Does anybody know if the foundation dog used to start A/A Eddington"Chevy"
bloodlines is a APBT x Mastiff. I have heard many bloodlines that specialize in weight pull are combined with larger dogs, Mastiff, American Bulldog, etc.


----------



## Patch O' Pits (Aug 3, 2007)

Marine1 said:


> Does anybody know if the foundation dog used to start A/A Eddington"Chevy"
> bloodlines is a APBT x Mastiff. I have heard many bloodlines that specialize in weight pull are combined with larger dogs, Mastiff, American Bulldog, etc.

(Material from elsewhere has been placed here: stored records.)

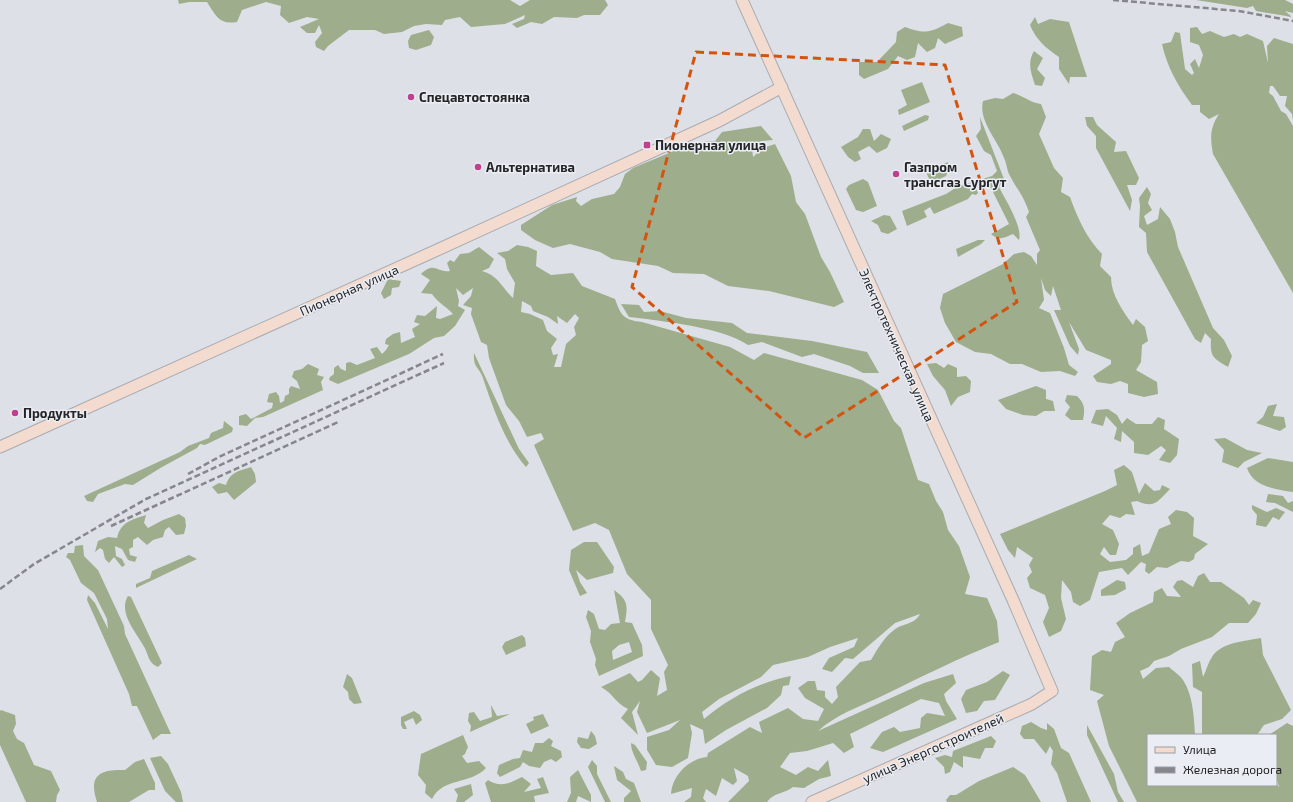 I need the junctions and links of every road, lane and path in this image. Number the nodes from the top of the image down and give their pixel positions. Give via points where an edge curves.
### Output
1 (742, 0) edge
2 (782, 88) junction
3 (0, 447) edge
4 (1052, 691) joint
5 (812, 802) edge

1 - 2 main road, Электротехническая улица
2 - 3 main road, Пионерная улица via 752,105 642,156
2 - 4 main road, Электротехническая улица
4 - 5 main road, улица Энергостроителей via 1032,704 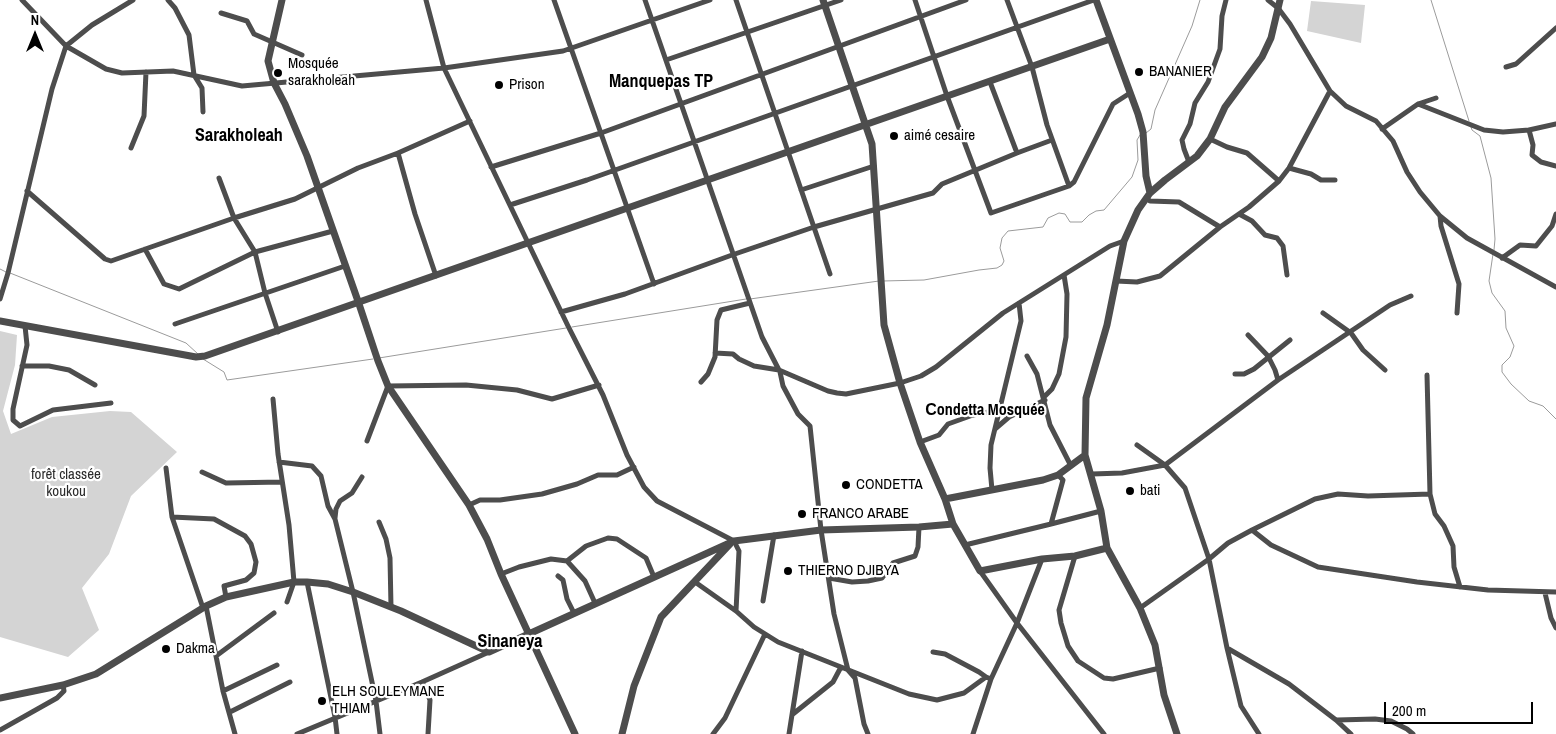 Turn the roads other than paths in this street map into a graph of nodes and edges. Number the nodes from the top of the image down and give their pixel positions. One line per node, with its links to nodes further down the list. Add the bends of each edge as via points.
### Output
1 (22, 0): 27 (street)
2 (133, 0): 27 (street, via 92,25)
3 (168, 0): 37 (street, via 189,36)
4 (282, 0): 26 (street)
5 (426, 0): 35 (street)
6 (554, 0): 29 (street)
7 (645, 0): 21 (street)
8 (710, 0): 21 (street)
9 (736, 0): 24 (street)
10 (841, 0): 17 (street)
11 (915, 0): 20 (street)
12 (966, 0): 20 (street)
13 (1007, 0): 22 (street)
14 (1095, 0): 22 (street); 25 (street)
15 (1226, 0): 63 (street, via 1220,49 1182,140)
16 (1268, 0): 18 (street)
17 (824, 3): 24 (street); 28 (street)
18 (1279, 4): 42 (street); 56 (street, via 1271,38 1262,57 1225,107)
19 (221, 13): 26 (street, via 248,21 254,34)
20 (921, 16): 28 (street); 31 (street)
21 (653, 21): 29 (street); 32 (street)
22 (1017, 27): 31 (street); 33 (street)
23 (1556, 28): 34 (street, via 1516,64)
24 (747, 32): 32 (street); 38 (street)
25 (1110, 39): 33 (street); 43 (street)
26 (273, 43): 30 (street); 40 (street, via 268,61)
27 (66, 46): 36 (street, via 106,69 122,73); 77 (street)
28 (839, 46): 38 (street); 41 (street)
29 (571, 49): 35 (street); 55 (street)
30 (302, 55)
31 (935, 56): 41 (street); 44 (street)
32 (666, 60): 46 (street)
33 (1032, 67): 39 (street); 57 (street)
34 (1506, 67)
35 (444, 68): 40 (street); 50 (street)
36 (146, 72): 37 (street); 59 (street, via 144,116)
37 (194, 74): 40 (street, via 242,86); 48 (street, via 202,88)
38 (761, 75): 46 (street); 49 (street)
39 (990, 82): 44 (street); 62 (street)
40 (274, 83): 75 (street, via 286,104)
41 (852, 85): 49 (street); 52 (street)
42 (1330, 90): 53 (street, via 1346,106 1376,121); 67 (street)
43 (1130, 93): 74 (street, via 1113,104 1074,182); 78 (street, via 1143,132)
44 (947, 96): 52 (street); 69 (street)
45 (1436, 98): 47 (street)
46 (681, 104): 55 (street); 58 (street)
47 (1418, 104): 53 (street); 54 (street, via 1484,130)
48 (203, 112)
49 (775, 113): 58 (street); 60 (street)
50 (470, 121): 61 (street); 66 (street)
51 (1556, 124): 54 (street)
52 (867, 125): 60 (street); 64 (street)
53 (1382, 129): 84 (street, via 1393,141 1420,192)
54 (1529, 130): 65 (street, via 1532,155 1541,162)
55 (601, 133): 66 (street); 68 (street)
56 (1210, 139): 63 (street); 73 (street, via 1247,153)
57 (1052, 140): 62 (street); 74 (street)
58 (694, 141): 68 (street); 72 (street)
59 (130, 148)
60 (788, 152): 72 (street); 76 (street)
61 (398, 153): 75 (street); 99 (street)
62 (1017, 153): 69 (street)
63 (1189, 162): 78 (street)
64 (874, 166): 76 (street); 80 (street)
65 (1556, 166)
66 (491, 167): 79 (street)
67 (1289, 168): 71 (street, via 1321,180); 73 (street)
68 (614, 170): 79 (street); 81 (street)
69 (975, 170): 74 (street, via 991,212); 80 (street, via 942,184 933,193)
70 (219, 178): 85 (street)
71 (1335, 180)
72 (707, 181): 81 (street); 93 (street)
73 (1279, 181): 82 (street)
74 (1069, 186)
75 (318, 188): 85 (street, via 295,199); 88 (street)
76 (801, 190): 86 (street)
77 (27, 191): 91 (street, via 105,260 111,261); 105 (street)
78 (1148, 196): 87 (street, via 1150,201 1179,202); 89 (street)
79 (510, 205): 90 (street)
80 (877, 208): 86 (street); 129 (street, via 884,325)
81 (628, 209): 90 (street); 101 (street)
82 (1239, 214): 87 (street); 98 (street, via 1252,221 1265,235 1277,238 1283,246)
83 (1556, 214): 94 (street, via 1552,226 1536,246 1520,245)
84 (1440, 216): 94 (street, via 1467,238); 111 (street, via 1440,226 1459,284)
85 (234, 218): 91 (street); 92 (street)
86 (814, 227): 93 (street); 96 (street)
87 (1220, 228): 100 (street, via 1160,276 1137,282)
88 (333, 231): 92 (street); 95 (street)
89 (1124, 241): 97 (street, via 1110,246); 100 (street)
90 (529, 244): 99 (street); 109 (street)
91 (145, 249): 92 (street, via 164,284 179,289)
92 (255, 252): 103 (street)
93 (732, 254): 101 (street); 106 (street)
94 (1502, 258): 102 (street)
95 (345, 266): 103 (street); 108 (street)
96 (830, 274)
97 (1064, 275): 107 (street); 134 (street, via 1066,337 1059,374)
98 (1287, 275)
99 (436, 276): 108 (street)
100 (1116, 281): 141 (street, via 1086,398)
101 (654, 284): 109 (street)
102 (1555, 288)
103 (265, 293): 113 (street); 115 (street)
104 (1411, 296): 116 (street, via 1390,305)
105 (0, 299)
106 (749, 300): 119 (street, via 721,310 717,320); 123 (street, via 762,337)
107 (1020, 303): 129 (street, via 936,367); 136 (street, via 1020,321)
108 (359, 304): 115 (street); 131 (street)
109 (561, 312): 132 (street)
110 (1323, 313): 116 (street)
111 (1457, 313)
112 (0, 321): 114 (street)
113 (175, 324)
114 (25, 326): 115 (street, via 196,357); 122 (street, via 27,345)
115 (278, 332)
116 (1351, 333): 124 (street, via 1363,350); 127 (street)
117 (1248, 335): 121 (street)
118 (1290, 340): 121 (street)
119 (715, 353): 123 (street, via 733,354 754,366); 128 (street, via 712,366)
120 (1027, 356): 134 (street, via 1037,374)
121 (1268, 356): 125 (street, via 1254,369); 127 (street)
122 (22, 366): 130 (street, via 69,370); 135 (street, via 13,409 14,420 20,426 53,410)
123 (779, 370): 129 (street, via 828,391 846,394); 163 (street, via 783,386 798,414 810,426)
124 (1385, 370)
125 (1235, 374)
126 (1428, 376): 153 (street)
127 (1278, 380): 143 (street)
128 (702, 382)
129 (900, 383): 139 (street)
130 (95, 385)
131 (388, 386): 132 (street, via 517,390 552,399); 138 (street); 155 (street)
132 (598, 386): 145 (street)
133 (273, 399): 142 (street)
134 (1044, 399): 137 (street, via 1009,417); 144 (street, via 1050,425)
135 (111, 402)
136 (999, 410): 137 (street); 139 (street, via 948,424 939,435)
137 (995, 430): 152 (street, via 991,445)
138 (368, 441)
139 (920, 442): 154 (street)
140 (1137, 445): 143 (street)
141 (1085, 455): 144 (street); 148 (street)
142 (279, 462): 151 (street); 158 (street, via 312,466 320,476)
143 (1165, 465): 148 (street, via 1122,473); 171 (street, via 1185,488)
144 (1071, 466): 149 (street)
145 (634, 467): 155 (street, via 617,475 598,475 542,494 480,500); 166 (street, via 644,487 657,501)
146 (166, 468): 157 (street)
147 (202, 472): 151 (street, via 226,483)
148 (1092, 474): 156 (street)
149 (1058, 475): 152 (street); 161 (street, via 1063,480)
150 (362, 477): 158 (street, via 352,493 340,501)
151 (282, 482): 178 (street, via 290,525)
152 (992, 490): 154 (street)
153 (1430, 494): 164 (street, via 1338,494 1315,499); 181 (street, via 1435,514 1453,546 1454,567)
154 (945, 499): 160 (street)
155 (469, 505): 174 (street)
156 (1102, 511): 161 (street); 168 (street)
157 (172, 517): 185 (street, via 214,519 245,536 251,544 256,562 254,573 246,580 224,586); 189 (street)
158 (335, 519): 182 (street)
159 (379, 522): 190 (street, via 390,558)
160 (954, 524): 162 (street); 167 (street)
161 (1051, 524): 167 (street)
162 (919, 527): 163 (street); 177 (street, via 915,556 893,563 882,578 852,582)
163 (821, 530): 165 (street); 177 (street)
164 (1252, 530): 171 (street, via 1228,543); 181 (street, via 1272,545 1318,567)
165 (774, 535): 166 (street); 186 (street)
166 (734, 540): 176 (street); 180 (street); 192 (street, via 739,551)
167 (965, 545): 173 (street)
168 (1108, 548): 169 (street); 191 (street)
169 (1075, 556): 170 (street); 206 (street, via 1060,610 1068,646 1078,661 1104,678 1113,679)
170 (1042, 559): 173 (street); 195 (street)
171 (1209, 559): 191 (street); 199 (street)
172 (567, 561): 174 (street, via 551,560); 176 (street, via 586,546 608,538 617,539 646,558); 188 (street, via 585,581)
173 (980, 571): 195 (street)
174 (501, 574): 197 (street)
175 (558, 576): 194 (street, via 563,580)
176 (654, 577): 188 (street)
177 (829, 578): 207 (street)
178 (294, 582): 179 (street); 185 (street); 187 (street)
179 (307, 582): 182 (street, via 328,584); 217 (street)
180 (695, 582): 192 (street); 227 (street, via 662,617 634,686)
181 (1460, 587): 184 (street)
182 (353, 592): 190 (street); 214 (street)
183 (1556, 592): 184 (street)
184 (1545, 593): 196 (street)
185 (226, 597): 189 (street)
186 (763, 601)
187 (287, 602)
188 (595, 603): 194 (street)
189 (205, 607): 203 (street); 211 (street, via 96,674)
190 (391, 607): 201 (street)
191 (1140, 608): 206 (street, via 1155,645)
192 (736, 611): 198 (street)
193 (274, 613): 203 (street)
194 (574, 613): 197 (street)
195 (1017, 623): 208 (street); 232 (street)
196 (1556, 628)
197 (529, 633): 201 (street); 226 (street)
198 (765, 634): 200 (street); 228 (street, via 725,718)
199 (1227, 648): 218 (street, via 1289,684); 234 (street, via 1241,706)
200 (802, 651): 205 (street); 216 (street)
201 (489, 652): 210 (street)
202 (932, 652): 208 (street, via 945,654)
203 (216, 656): 212 (street)
204 (277, 665): 212 (street)
205 (841, 667): 207 (street); 216 (street, via 833,682)
206 (1160, 668): 233 (street, via 1164,695)
207 (848, 670): 208 (street, via 909,694 938,700 964,693); 230 (street, via 855,678)
208 (989, 678): 231 (street)
209 (290, 682): 215 (street)
210 (422, 682): 214 (street); 225 (street, via 430,700)
211 (63, 685): 213 (street); 219 (street, via 64,690 57,698)
212 (224, 690): 215 (street)
213 (0, 698)
214 (376, 701): 217 (street); 224 (street)
215 (230, 712): 221 (street)
216 (792, 715): 229 (street)
217 (335, 717): 220 (street); 223 (street)
218 (1336, 720): 235 (street); 236 (street, via 1391,721)
219 (0, 730)
220 (308, 732): 222 (street)
221 (235, 734)
222 (296, 734)
223 (336, 734)
224 (380, 734)
225 (428, 734)
226 (575, 734)
227 (622, 734)
228 (712, 734)
229 (789, 734)
230 (868, 734)
231 (973, 734)
232 (1104, 734)
233 (1177, 734)
234 (1259, 734)
235 (1351, 734)
236 (1413, 734) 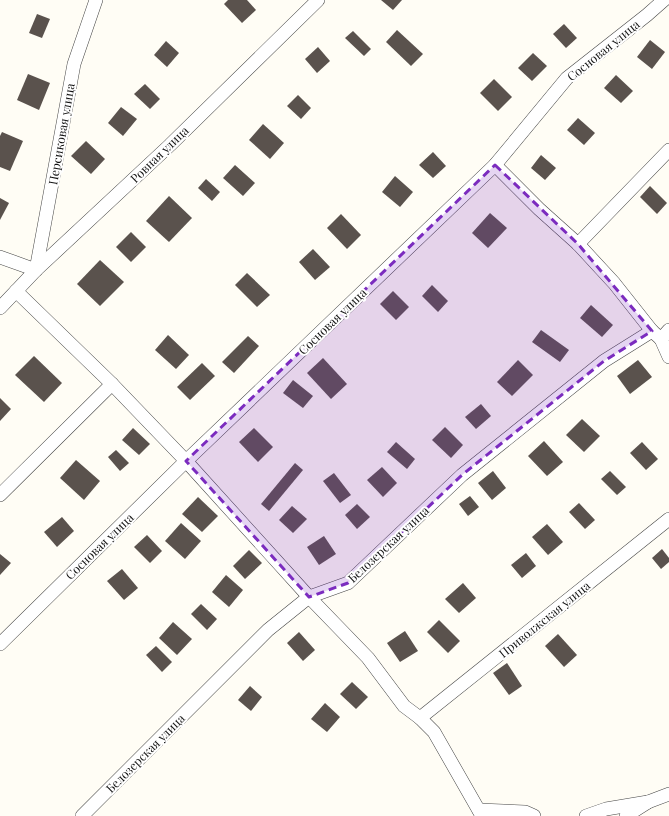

 The dogs I've seen from that line definitely look nothing like an APBT 

The old saying that bigger is better when it comes to weight
pull is not always true at all. I've seen more little and standard sized APBTs pull lb for lb % wise more than the big boys time and time again


----------



## cane76 (Aug 16, 2006)

Marine1 said:


> Does anybody know if the foundation dog used to start A/A Eddington"Chevy"
> bloodlines is a APBT x Mastiff. I have heard many bloodlines that specialize in weight pull are combined with larger dogs, Mastiff, American Bulldog, etc.


the foundation dog of the whole type was a american bulldog,douge de bourdeaux with some bullmastiff in there from a dog by the name of parkers bounce,bred back to apbts and every other bully breed and short haired mastiff type under the sun.cool dogs....jmo..


----------